Tuesday, April 21, 2009

C++ note: using a functor to help organise a vector of pointers

Suppose that some large structures need to be managed by using a heap. There is no limitation to the number of items, and therefore a vector is used to maintain the memory. Because they are organised in a heap, direct heap operation on the memory vector is slow. Therefore, another vector is used to store the indice.

template<cnode> myClass{
vector<cnode> memory;
vector<unsigned> indice;

Now the indice vector must store indice (unsigned) rather than pointers (CNode*). This is because when the memory vector is reallocated, the original pointers to the memory are invalid. Using pointer vectors will lead to segmentation-fault.

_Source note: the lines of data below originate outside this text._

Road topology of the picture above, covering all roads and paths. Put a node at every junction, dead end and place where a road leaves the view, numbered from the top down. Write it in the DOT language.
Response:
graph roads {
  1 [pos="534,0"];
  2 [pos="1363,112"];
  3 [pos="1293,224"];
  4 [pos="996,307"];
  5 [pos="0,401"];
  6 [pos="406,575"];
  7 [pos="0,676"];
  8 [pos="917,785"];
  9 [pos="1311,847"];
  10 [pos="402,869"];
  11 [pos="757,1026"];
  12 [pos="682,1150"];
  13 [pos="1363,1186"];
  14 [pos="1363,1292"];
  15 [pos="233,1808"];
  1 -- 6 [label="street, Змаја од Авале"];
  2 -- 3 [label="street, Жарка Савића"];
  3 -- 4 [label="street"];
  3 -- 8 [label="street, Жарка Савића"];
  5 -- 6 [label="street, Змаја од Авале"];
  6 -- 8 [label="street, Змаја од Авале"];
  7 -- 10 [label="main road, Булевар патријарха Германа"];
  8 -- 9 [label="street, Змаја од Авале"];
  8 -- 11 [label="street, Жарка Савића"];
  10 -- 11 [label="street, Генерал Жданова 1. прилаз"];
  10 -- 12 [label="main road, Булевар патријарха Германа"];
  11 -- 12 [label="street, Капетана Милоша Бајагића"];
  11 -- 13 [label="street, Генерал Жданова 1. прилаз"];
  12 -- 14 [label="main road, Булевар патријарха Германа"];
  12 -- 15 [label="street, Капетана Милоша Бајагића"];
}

Pushing and popping heap operations can now be carried out on the indice. They should rely on node comparison. The standard node comparison function should read like:

// in myClass
bool less(const unsigned x, const unsigned y) { return memory[x] < memory[y]; }

The above code does not compile, because push_back and pop_back in std require a function with the signature less(x, y). A member function doesn't work. A solution is the functor.

struct CNodeLess {
const vector<CNode> *memory;
CNodeLess(const vector<CNode> &bm): memory(&bm) {}
bool operator()(const unsigned &x, const unsigned &y) { return (memory[x] < memory[y]); }

Now the class can have a member in CNodeLess that caches the memory, and provide the less(x,y) signature.